Nougat Ice Cream

Nougat Ice Cream / Kate Martens (p)

Jackie Cameron
I don’t know anyone who doesn’t enjoy homemade ice cream and the addition of nougat creates an enticing texture combination of gooey-and-crisp almond nut.
— Jackie Cameron

Homemade Nougat Ice Cream

Yields: about 1.3 litres


  • 6 Egg – Yolks
  • ¼ cup (62.5ml) Castor Sugar
  • 1000ml Cream
  • 15ml Glucose Syrup
  • 1 Vanilla Po, split in half and seeds removed
  • 2X 110gr Nougat, cut in small blocks


  1. Whisk the egg yolks and sugar together until light and fluffy.
  2. Allow the cream, glucose and vanilla seeds to come to the boil.
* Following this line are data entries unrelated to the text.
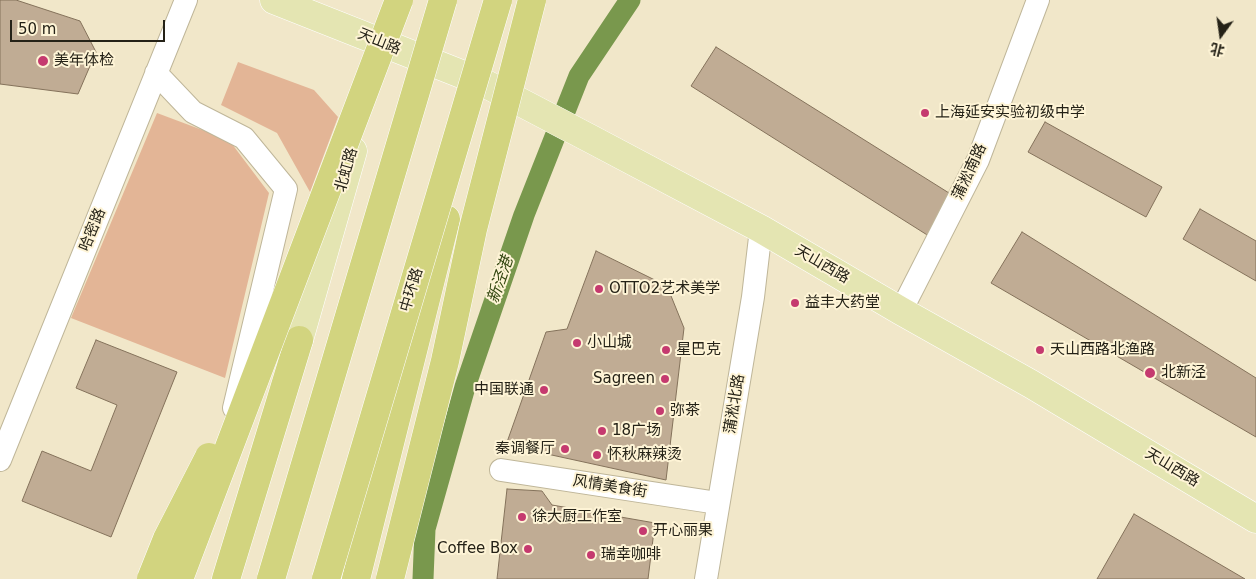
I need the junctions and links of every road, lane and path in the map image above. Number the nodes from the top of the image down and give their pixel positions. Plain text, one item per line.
1 (186, 0) edge
2 (274, 0) edge
3 (397, 0) edge
4 (443, 0) edge
5 (498, 0) edge
6 (509, 0) edge
7 (532, 0) edge
8 (1038, 0) edge
9 (384, 44) junction
10 (156, 73) junction
11 (484, 84) junction
12 (449, 205) joint
13 (761, 229) junction
14 (901, 311) junction
15 (299, 340) joint
16 (267, 347) junction
17 (0, 460) edge
18 (501, 470) dead end
19 (718, 503) junction
20 (1256, 519) edge
21 (151, 579) edge
22 (179, 579) edge
23 (193, 579) edge
24 (226, 579) edge
25 (271, 579) edge
26 (326, 579) edge
27 (356, 579) edge
28 (390, 579) edge
29 (706, 579) edge

1 - 10 street, 哈密路
2 - 9 main road, 天山路
3 - 9 main road, 北虹路
3 - 16 highway, bridge
4 - 25 highway, bridge
5 - 26 highway, 中环路, bridge
6 - 11 main road
7 - 28 highway, bridge
8 - 14 street, 蒲淞南路
9 - 11 main road, 天山路
9 - 15 main road, 北虹路
10 - 17 street, 哈密路
10 - 23 street, bridge
11 - 12 main road
11 - 13 main road, 天山西路
12 - 27 highway
13 - 14 main road, 天山西路
13 - 19 street, 蒲淞北路
14 - 20 main road, 天山西路
15 - 24 highway
16 - 21 highway, bridge
16 - 22 highway, bridge
18 - 19 street, 风情美食街
19 - 29 street, 蒲淞北路

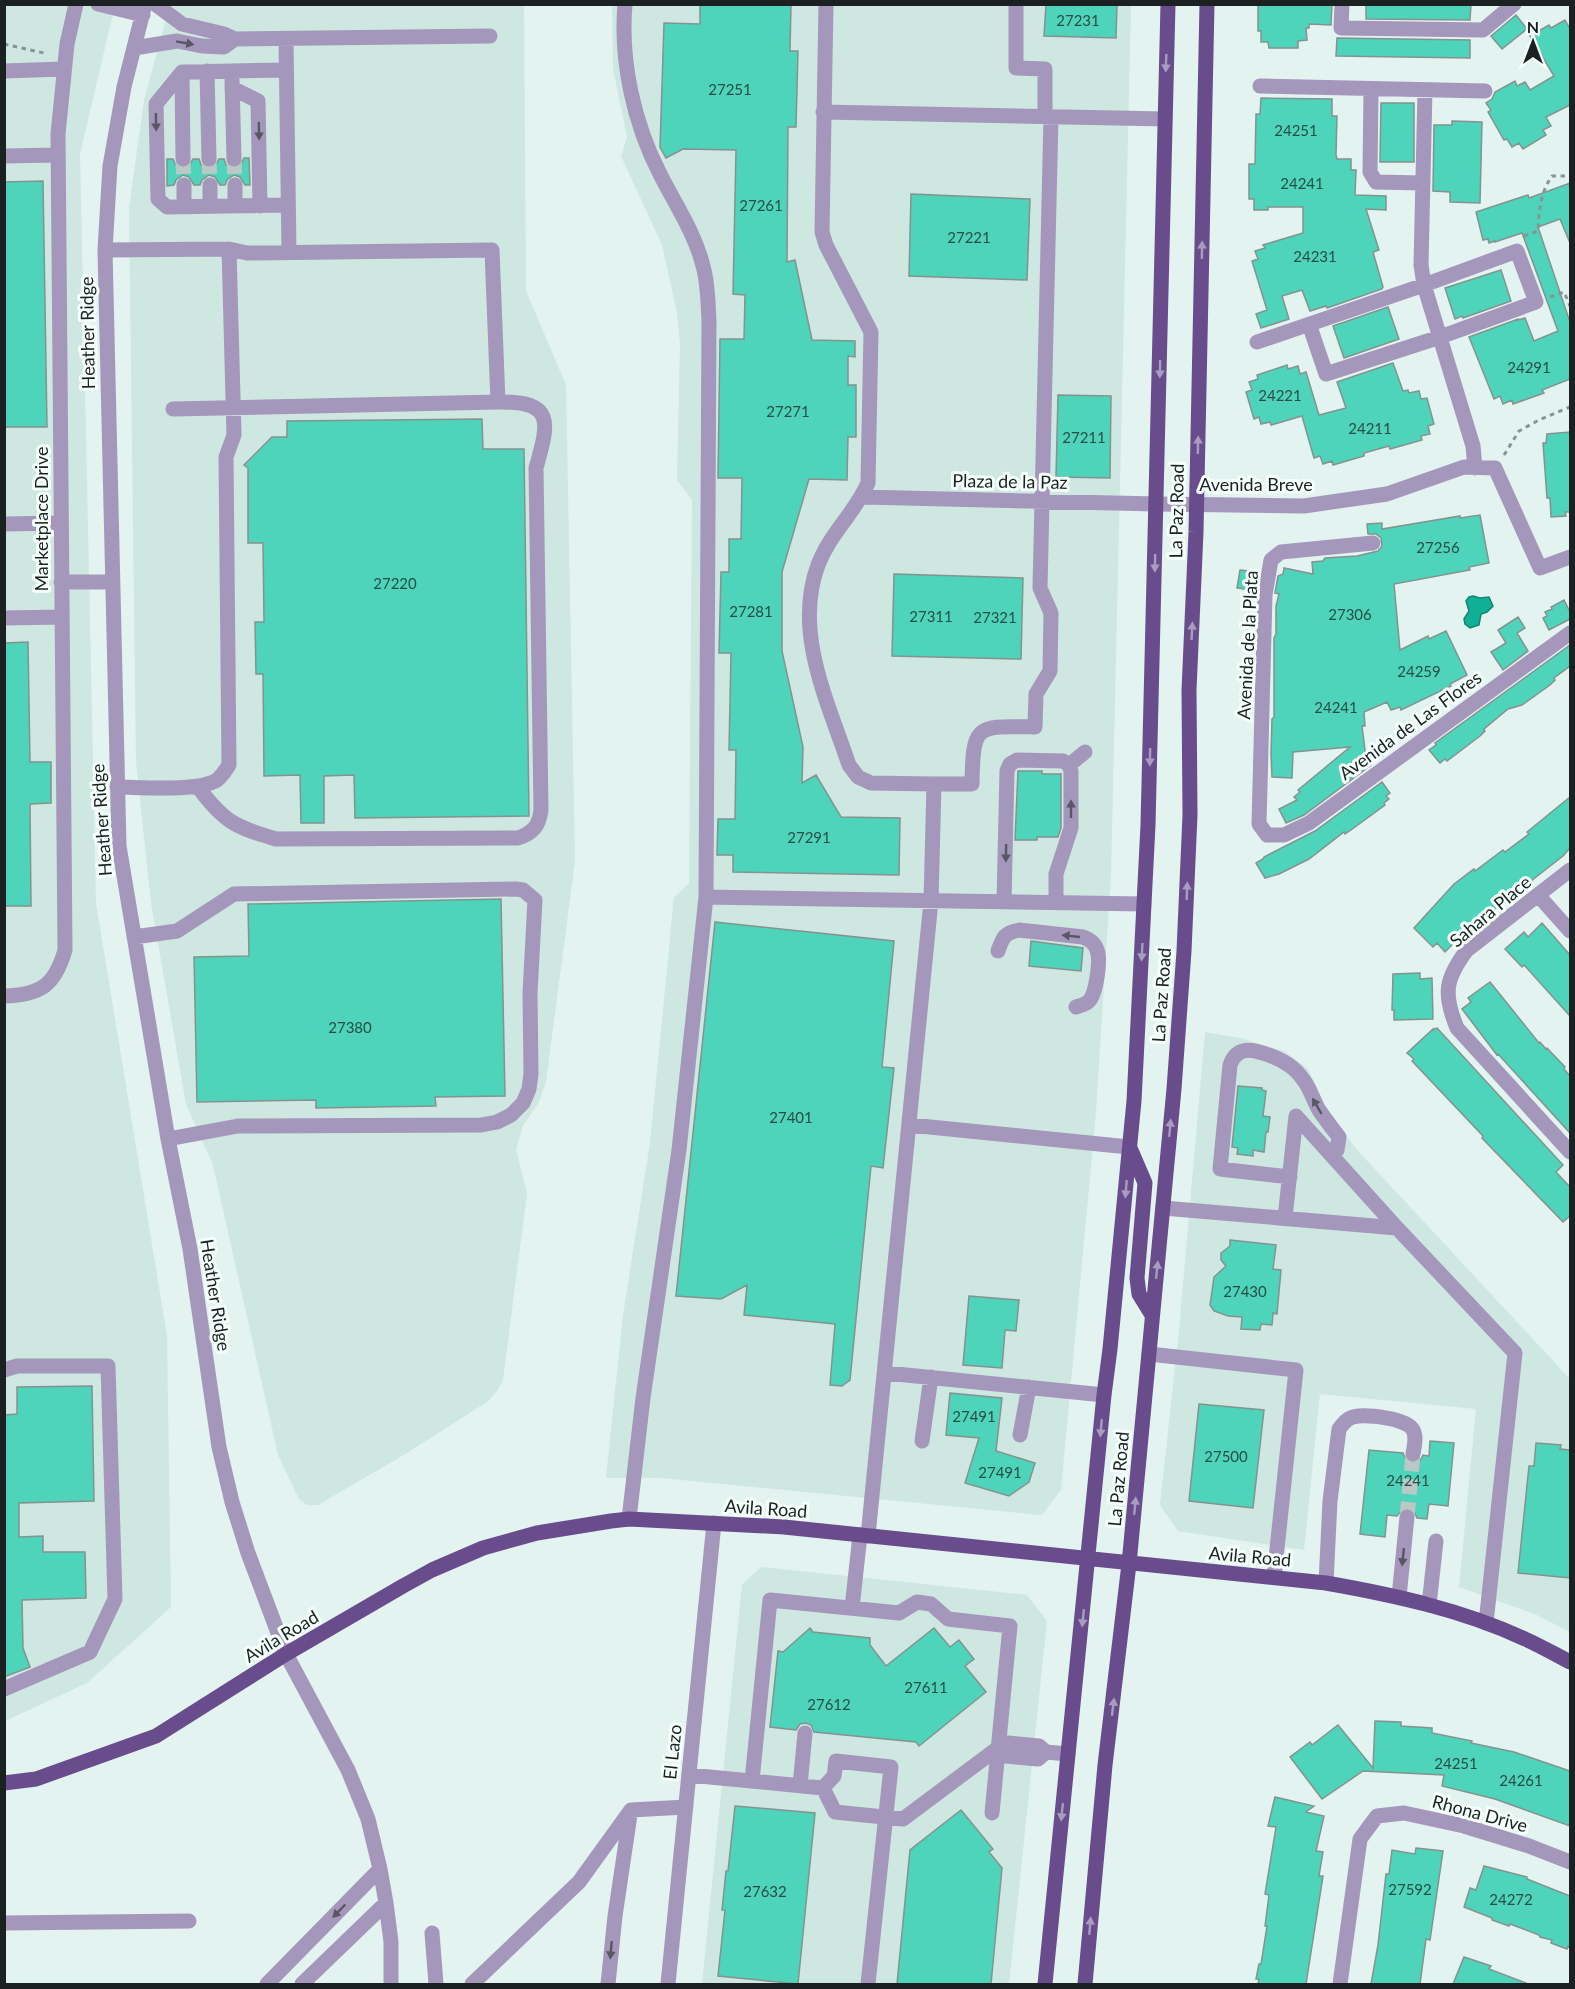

Take off the heat, add the nougat blocks, and allow the nougat to semi–melt and all the flavours to come together.
  3. Add the warm cream mixture to the whisked egg yolk mixture, combining well.
  4. If an ice cream machine is not available place the chilled mixture into the freezer. Whisk every 30 minutes until the mixture is frozen to allow for a light and fluffy ice cream. Otherwise follow manufactures instructions if an ice cream machine is available.